“You are sure you couldn’t save his leg anyhow?”

“Quite sure.”

It was not for the good clergyman to argue the case, so he went to the couch on which lay the crushed form of his suffering countryman and co-religionist, bent over him and whispered loving words in his ear, and commanded him in the name of the Church to submit to lose his limb that his life might be saved, as the doctors desired.

Without another word of resistance the man obeyed, and gave the surgeon permission to do as he would with him. The good priest blessed the man, and, with tears in his eyes, turning to the grateful young doctor, said in a whisper,—

“But I hope it is really necessary.”

“Oh, certainly, father, or I wouldn’t think of it.”

His reverence did not seem quite so convinced on that score as he might have been, and left the place with a sigh.
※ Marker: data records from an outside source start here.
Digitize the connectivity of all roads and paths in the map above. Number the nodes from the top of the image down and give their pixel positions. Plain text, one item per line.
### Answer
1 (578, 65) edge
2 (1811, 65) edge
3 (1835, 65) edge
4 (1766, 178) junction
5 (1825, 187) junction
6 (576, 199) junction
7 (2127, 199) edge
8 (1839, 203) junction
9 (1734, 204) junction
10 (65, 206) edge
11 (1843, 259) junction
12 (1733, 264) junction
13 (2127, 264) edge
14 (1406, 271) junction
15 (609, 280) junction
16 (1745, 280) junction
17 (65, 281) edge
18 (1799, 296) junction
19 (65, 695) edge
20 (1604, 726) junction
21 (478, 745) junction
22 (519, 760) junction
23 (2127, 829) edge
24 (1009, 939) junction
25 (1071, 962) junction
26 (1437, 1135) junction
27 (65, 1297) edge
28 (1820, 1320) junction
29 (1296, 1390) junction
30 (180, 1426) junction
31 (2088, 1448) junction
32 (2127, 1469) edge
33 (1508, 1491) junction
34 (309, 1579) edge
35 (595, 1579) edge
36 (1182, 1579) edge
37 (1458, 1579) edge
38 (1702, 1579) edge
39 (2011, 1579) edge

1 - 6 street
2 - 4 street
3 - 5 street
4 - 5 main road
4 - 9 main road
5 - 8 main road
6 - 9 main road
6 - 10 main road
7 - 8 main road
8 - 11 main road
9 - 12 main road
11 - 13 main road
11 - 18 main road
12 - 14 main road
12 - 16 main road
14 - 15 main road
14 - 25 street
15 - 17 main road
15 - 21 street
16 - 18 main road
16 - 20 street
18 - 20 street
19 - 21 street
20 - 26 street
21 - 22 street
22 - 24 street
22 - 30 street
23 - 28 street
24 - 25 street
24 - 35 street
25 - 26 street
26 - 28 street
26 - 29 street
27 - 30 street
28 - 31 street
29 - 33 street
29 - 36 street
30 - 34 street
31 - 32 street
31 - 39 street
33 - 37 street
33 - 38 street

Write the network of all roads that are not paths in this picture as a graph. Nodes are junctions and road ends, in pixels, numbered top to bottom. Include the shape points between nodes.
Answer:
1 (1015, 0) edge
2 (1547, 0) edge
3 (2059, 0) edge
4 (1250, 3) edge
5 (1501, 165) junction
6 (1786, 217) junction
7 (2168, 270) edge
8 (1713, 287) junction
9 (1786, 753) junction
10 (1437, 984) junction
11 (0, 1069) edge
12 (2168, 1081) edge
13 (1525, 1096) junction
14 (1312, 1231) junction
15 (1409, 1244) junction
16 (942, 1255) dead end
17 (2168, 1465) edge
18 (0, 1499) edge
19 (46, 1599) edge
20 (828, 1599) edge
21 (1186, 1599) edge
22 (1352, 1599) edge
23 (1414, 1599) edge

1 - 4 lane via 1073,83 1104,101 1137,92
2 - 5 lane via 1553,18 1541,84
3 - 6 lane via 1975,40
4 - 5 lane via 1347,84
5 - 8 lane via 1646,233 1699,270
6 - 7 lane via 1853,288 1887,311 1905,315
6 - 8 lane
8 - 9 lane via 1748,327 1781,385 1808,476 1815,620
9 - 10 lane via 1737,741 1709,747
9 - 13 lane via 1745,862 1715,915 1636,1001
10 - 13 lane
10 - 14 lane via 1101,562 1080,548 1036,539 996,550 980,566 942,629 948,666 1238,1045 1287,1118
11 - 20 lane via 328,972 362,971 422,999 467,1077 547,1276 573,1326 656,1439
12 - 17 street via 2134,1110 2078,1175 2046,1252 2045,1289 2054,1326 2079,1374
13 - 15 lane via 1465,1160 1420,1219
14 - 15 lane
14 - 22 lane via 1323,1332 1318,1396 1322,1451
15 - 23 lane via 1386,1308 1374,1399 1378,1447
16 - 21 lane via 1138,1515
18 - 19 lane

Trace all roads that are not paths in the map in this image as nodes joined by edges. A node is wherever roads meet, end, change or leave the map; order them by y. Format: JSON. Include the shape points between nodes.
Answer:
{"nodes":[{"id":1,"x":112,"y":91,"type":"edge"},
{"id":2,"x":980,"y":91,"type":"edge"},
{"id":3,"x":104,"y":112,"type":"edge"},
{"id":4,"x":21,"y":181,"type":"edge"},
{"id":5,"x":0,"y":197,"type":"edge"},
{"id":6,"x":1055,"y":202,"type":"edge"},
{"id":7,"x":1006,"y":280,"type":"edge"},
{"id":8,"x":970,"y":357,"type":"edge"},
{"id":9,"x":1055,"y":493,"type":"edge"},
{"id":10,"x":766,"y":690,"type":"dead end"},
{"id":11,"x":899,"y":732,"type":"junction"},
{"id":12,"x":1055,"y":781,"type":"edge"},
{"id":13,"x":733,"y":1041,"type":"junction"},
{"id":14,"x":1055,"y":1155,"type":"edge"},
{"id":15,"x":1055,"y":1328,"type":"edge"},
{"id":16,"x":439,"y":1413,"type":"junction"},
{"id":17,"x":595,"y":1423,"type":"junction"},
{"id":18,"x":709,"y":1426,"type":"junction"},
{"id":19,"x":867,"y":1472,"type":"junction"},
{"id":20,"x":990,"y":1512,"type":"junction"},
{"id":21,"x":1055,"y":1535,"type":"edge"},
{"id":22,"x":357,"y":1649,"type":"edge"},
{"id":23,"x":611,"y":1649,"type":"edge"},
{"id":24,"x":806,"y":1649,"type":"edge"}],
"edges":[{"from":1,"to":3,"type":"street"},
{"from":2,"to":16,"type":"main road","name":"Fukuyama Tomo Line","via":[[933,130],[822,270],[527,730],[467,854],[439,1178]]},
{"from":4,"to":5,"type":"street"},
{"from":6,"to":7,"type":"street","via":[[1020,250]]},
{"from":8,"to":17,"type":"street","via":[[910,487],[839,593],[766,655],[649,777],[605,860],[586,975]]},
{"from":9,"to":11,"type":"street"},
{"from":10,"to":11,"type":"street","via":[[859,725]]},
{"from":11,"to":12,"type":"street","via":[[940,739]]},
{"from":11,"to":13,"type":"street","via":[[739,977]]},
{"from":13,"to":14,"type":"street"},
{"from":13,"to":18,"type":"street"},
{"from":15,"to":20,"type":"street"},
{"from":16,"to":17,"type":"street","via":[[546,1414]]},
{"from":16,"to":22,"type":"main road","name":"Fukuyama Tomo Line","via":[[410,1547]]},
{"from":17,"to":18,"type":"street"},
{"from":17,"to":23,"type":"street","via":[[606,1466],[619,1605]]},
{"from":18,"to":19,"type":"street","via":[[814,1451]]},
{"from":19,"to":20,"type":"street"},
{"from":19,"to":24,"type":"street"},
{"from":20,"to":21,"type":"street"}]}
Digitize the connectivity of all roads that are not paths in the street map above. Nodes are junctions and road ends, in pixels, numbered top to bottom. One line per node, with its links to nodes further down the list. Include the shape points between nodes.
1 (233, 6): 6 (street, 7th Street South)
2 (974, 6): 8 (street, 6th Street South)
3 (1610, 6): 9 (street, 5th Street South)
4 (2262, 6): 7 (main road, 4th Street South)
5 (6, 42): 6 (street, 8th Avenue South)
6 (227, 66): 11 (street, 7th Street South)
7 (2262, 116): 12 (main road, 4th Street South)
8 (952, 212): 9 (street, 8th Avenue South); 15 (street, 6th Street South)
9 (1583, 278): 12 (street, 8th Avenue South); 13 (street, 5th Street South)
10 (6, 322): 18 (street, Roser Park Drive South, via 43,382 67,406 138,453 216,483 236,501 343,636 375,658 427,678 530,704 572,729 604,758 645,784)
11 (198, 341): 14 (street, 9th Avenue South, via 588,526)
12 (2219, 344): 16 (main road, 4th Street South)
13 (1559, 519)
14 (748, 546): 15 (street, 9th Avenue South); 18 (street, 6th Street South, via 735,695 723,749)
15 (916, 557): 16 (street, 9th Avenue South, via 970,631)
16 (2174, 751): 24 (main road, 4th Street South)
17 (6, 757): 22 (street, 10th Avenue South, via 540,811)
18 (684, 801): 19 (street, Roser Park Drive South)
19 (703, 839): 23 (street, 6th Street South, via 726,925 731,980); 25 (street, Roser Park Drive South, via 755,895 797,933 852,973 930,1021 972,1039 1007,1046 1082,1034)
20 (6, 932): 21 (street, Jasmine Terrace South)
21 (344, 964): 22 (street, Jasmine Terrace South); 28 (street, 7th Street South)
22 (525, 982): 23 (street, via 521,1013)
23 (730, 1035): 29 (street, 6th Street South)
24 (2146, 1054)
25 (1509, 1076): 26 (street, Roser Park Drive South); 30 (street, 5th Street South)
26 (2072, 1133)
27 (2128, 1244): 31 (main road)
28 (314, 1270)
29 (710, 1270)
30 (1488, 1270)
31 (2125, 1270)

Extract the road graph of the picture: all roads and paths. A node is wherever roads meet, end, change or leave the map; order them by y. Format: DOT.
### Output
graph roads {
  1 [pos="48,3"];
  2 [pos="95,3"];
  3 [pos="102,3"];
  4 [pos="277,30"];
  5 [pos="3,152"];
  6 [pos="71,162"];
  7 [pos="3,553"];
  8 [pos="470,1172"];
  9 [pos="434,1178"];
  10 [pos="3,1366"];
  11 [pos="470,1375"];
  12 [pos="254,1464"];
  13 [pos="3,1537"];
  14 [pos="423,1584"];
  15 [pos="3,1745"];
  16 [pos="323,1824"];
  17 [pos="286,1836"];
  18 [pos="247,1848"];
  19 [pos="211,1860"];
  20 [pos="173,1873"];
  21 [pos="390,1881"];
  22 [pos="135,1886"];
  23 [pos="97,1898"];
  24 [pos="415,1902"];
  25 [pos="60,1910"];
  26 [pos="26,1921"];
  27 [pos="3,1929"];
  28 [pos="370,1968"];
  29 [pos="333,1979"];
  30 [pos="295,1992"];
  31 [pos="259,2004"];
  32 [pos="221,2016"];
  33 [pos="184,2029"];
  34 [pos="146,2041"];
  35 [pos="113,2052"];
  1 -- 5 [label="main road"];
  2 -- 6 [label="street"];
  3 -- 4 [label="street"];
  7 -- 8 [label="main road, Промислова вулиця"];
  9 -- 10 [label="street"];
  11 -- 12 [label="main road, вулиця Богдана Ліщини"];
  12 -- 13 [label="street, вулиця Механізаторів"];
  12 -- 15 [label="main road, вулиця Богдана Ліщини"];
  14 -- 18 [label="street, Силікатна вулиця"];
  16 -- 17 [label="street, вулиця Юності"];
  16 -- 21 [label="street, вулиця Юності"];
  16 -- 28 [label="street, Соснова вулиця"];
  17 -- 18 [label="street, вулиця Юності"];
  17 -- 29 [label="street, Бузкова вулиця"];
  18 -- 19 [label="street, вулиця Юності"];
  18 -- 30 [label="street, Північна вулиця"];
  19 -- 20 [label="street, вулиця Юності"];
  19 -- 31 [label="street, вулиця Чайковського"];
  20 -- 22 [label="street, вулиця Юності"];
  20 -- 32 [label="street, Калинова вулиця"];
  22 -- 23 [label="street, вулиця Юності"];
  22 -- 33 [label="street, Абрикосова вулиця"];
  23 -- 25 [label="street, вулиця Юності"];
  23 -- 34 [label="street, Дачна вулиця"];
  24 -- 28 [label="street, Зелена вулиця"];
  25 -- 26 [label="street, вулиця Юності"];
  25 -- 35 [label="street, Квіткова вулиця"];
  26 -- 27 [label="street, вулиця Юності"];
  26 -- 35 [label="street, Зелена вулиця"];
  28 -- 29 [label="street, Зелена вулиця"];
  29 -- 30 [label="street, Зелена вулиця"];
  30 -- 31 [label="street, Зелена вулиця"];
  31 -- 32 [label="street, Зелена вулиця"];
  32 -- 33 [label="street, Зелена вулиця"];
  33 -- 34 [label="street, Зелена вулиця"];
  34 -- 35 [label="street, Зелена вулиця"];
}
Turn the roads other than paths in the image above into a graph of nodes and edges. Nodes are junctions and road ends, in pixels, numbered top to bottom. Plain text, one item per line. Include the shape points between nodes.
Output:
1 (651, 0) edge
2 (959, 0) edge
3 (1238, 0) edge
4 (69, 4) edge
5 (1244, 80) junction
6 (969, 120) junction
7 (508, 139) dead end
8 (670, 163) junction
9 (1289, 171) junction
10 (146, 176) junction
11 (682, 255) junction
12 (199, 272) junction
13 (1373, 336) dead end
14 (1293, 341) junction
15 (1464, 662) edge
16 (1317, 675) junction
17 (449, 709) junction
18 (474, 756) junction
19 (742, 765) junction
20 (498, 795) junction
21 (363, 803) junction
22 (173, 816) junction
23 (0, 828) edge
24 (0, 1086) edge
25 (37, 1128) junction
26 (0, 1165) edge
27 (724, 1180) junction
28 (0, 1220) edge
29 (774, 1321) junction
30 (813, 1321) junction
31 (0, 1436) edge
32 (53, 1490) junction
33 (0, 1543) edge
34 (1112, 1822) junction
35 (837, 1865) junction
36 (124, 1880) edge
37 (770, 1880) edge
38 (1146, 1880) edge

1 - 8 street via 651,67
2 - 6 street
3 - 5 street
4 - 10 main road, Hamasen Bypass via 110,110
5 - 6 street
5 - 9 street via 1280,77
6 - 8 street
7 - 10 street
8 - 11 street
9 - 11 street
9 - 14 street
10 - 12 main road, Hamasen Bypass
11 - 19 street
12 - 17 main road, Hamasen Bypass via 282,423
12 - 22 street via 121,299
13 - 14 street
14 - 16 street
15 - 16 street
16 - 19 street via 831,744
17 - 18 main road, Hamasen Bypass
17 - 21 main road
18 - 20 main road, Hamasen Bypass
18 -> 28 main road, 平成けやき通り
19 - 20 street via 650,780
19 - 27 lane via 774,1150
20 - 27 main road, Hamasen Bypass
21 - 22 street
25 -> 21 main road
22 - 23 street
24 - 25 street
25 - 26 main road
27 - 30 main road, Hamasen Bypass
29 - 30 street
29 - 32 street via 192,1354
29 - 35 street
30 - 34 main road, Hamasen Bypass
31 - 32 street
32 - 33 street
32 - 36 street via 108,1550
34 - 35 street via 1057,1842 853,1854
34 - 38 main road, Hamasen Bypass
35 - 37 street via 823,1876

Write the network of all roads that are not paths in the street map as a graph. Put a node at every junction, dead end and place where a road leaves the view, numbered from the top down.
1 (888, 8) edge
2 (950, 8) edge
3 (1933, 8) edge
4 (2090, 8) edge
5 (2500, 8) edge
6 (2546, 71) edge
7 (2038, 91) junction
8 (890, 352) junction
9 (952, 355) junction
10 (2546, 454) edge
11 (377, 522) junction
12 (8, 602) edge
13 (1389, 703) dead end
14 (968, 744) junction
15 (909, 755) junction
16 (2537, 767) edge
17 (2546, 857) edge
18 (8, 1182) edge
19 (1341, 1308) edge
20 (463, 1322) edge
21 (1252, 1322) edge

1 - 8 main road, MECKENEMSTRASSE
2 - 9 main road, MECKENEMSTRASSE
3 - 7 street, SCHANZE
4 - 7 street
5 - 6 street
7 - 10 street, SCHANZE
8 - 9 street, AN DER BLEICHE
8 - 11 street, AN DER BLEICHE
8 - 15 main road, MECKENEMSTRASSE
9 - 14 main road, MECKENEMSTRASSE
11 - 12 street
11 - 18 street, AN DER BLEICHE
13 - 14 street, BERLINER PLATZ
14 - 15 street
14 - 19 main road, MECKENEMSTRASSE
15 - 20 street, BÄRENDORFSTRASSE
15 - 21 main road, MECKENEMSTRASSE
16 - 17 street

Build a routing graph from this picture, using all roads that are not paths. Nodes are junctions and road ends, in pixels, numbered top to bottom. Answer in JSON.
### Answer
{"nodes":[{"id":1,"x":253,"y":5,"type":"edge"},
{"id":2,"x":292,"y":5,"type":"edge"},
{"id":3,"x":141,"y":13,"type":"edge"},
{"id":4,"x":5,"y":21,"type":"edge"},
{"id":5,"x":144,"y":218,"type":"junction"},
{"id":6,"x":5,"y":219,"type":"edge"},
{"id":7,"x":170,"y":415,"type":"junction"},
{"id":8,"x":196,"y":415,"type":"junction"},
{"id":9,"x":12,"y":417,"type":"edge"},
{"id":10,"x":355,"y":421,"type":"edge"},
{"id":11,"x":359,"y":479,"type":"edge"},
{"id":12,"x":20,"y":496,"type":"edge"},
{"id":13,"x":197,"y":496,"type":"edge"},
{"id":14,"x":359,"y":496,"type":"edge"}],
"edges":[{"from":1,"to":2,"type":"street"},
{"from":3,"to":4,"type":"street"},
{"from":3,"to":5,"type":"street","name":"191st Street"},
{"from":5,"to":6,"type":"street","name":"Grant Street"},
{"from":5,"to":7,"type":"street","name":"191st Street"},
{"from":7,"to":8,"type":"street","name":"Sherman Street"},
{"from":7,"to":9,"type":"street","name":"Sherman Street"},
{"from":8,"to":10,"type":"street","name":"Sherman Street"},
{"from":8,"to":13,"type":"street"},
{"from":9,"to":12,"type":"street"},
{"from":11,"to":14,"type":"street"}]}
A message was immediately sent to the visiting surgeon of the week, who lived close by and who had long promised the young doctor “something good before he went off.” He soon arrived, approved of Wilson’s suggestion, and congratulated him on his “opportunity,” for he was an amiable and benevolent teacher, who liked his pupils “to feel their feet” as he used to say.

Of course it was given out that the great man was to operate (that was a precaution always taken) the teachers never shirked any responsibility, their backs were broad enough for everything, and when the anæsthetic had done its work,“who was to know? That’s the beauty of chloroform,” said Wilson. “Qui facit per alium, facit per se,” added the professor,“that is an axiom in law and that must be right!” So the bell was rung that called the students to assemble in the theatre where the operations took place, and all was ready. Mr. Wilson was not quite easy in his mind; his conscience told him he was sacrificing this Irish labourer’s chance of preserving his injured limb (and that limb meant so much more to him and his than to a rich man) to his own advancement in the surgeon’s art. But that conscience was soon silenced. He had learned how to crush out all feelings of pity that interfered with his “work” long ago in the physiological room. He was tender, kind, and a lover of the lower animals when he began his course there, when he first obeyed the order of his teacher to slice off a piece of a living frog’s eye and rub lunar caustic on the injured organ. He shuddered when the professor said: “It won’t be nice for the frog, but it will be useful to you!” But he shuddered less next time, and when he had conquered his aversion to the torture of living dogs which licked his hands before he began, it was not difficult to do any work in the operating theatre on human beings which science might demand.